Crystal growth is the core of integrated solid-state device technology, and the rise of 2D layered materials (such as graphene) has driven the demand for wafer-level scale and atomically thin single crystals of this unique type of device material to achieve compatibility with CMOS processes .
In view of this, recently, Stephan Hofmann and Oliver J. Burton (co-corresponding author) of the University of Cambridge in the United Kingdom have reported a method of using a standard cold-wall chemical vapor deposition (CVD) reactor to combine single crystal metal catalysts with graphite. Process flow of ene growth methods combined together. A sandwich structure is adopted between the commercial polycrystalline Cu foil and the c-plane sapphire wafer, and it has been shown that vacuum sublimation at a close distance in a limited gap can obtain a Cu(111) epitaxial single crystal film with a high growth rate.

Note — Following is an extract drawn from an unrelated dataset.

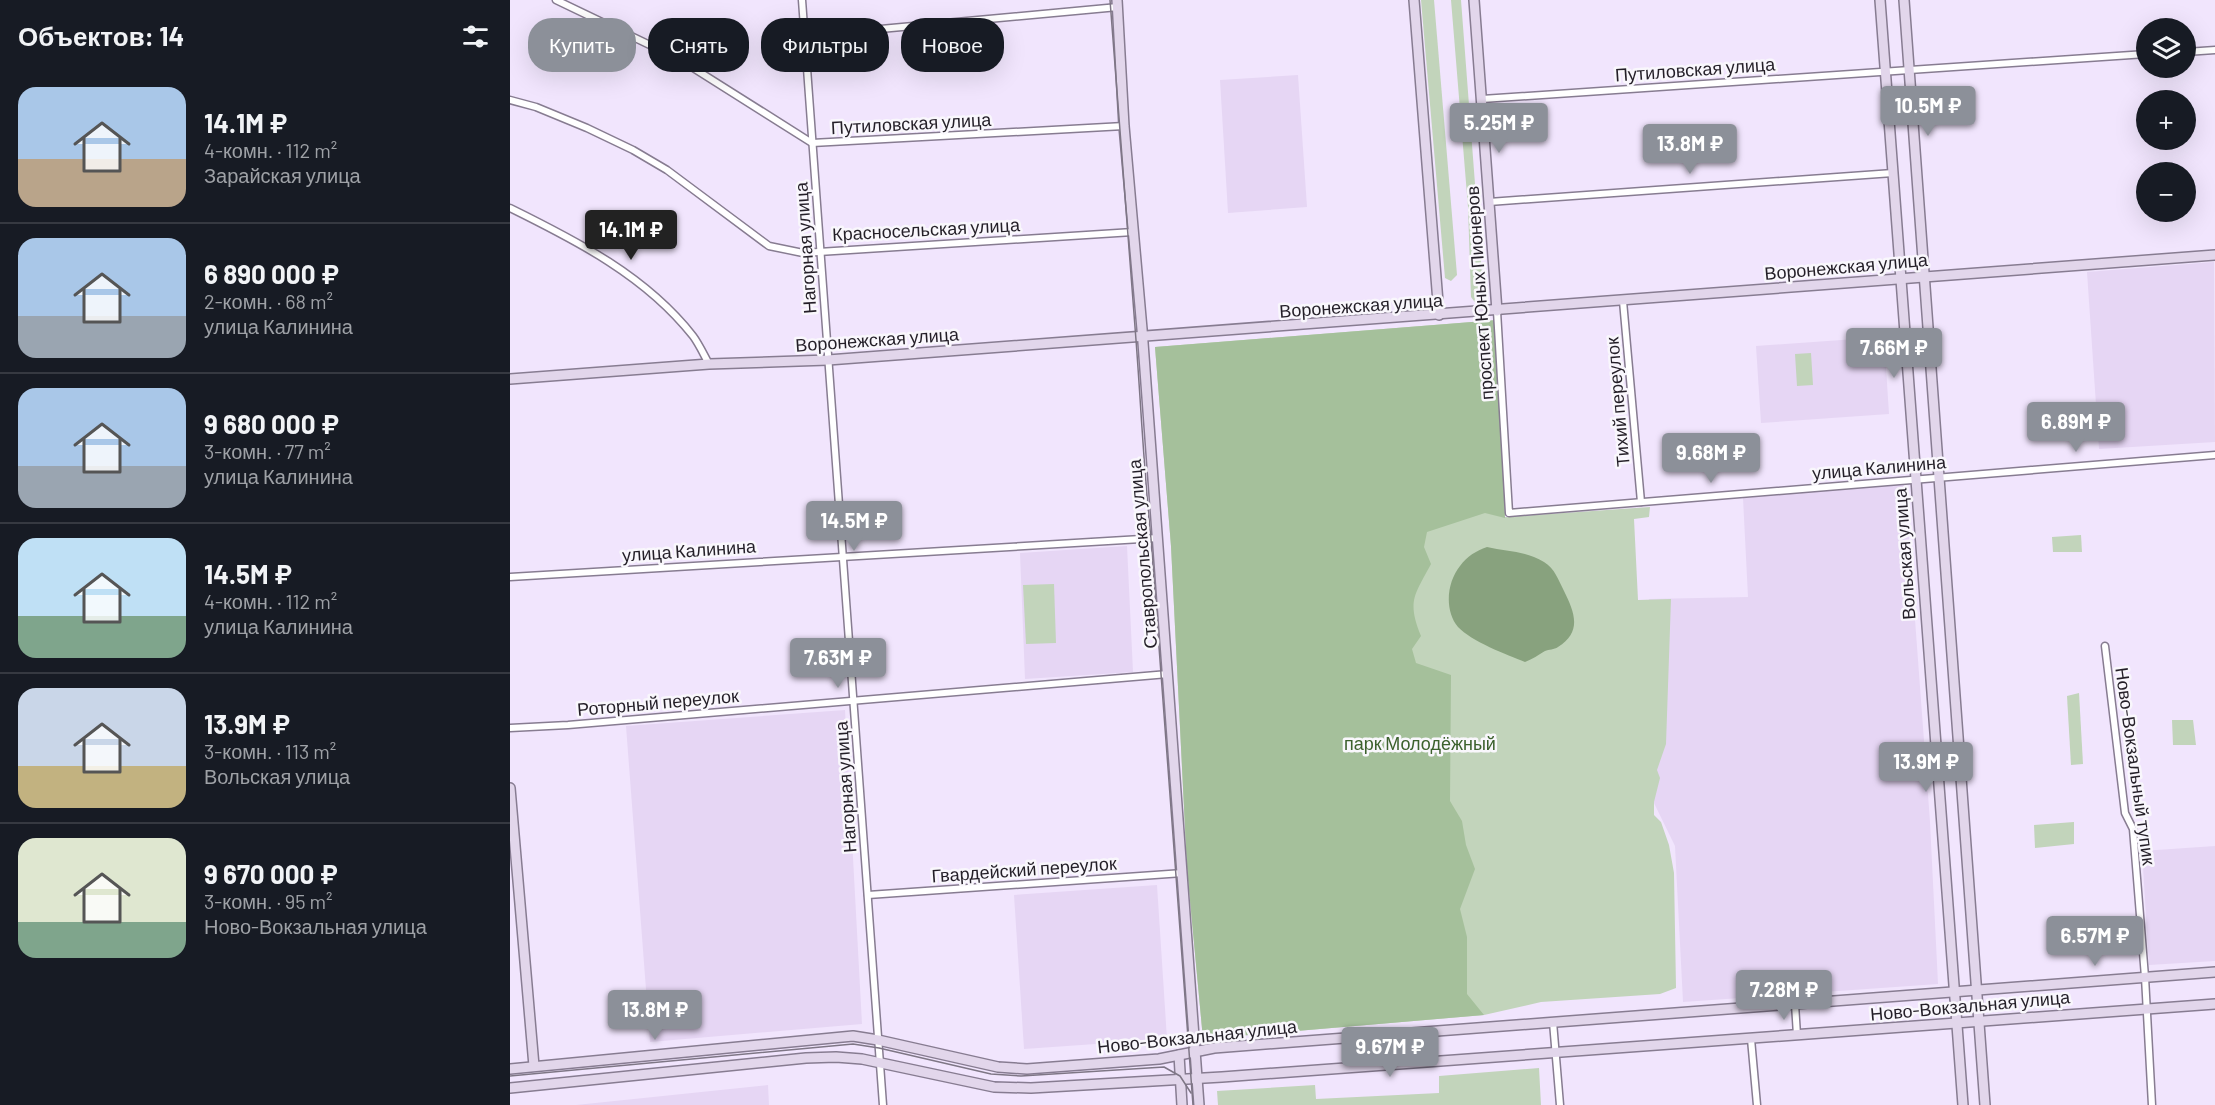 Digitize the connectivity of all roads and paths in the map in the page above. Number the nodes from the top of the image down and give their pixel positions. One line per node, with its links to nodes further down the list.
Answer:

This arrangement can realize wafer-level scale preparation and suppress the contamination of the reactor by Cu. Through time-of-flight secondary ion mass spectrometry, the newly prepared Cu thin film has high purity. By introducing hydrogen and gaseous carbon precursors, the initial metallization is seamlessly connected with the subsequent graphene growth, thereby eliminating the pollution caused by substrate transfer and the common lengthy catalyst pretreatment. The sandwich method can also obtain a Cu surface with nano-scale roughness during the growth of graphene, thereby producing high-quality graphene.
This article systematically explores the parameter space and discusses opportunities, including subsequent dry transfer, versatility, and versatility of the method, especially in the cost-effective way to prepare different monocrystalline film orientations and extend them to other materials System aspects.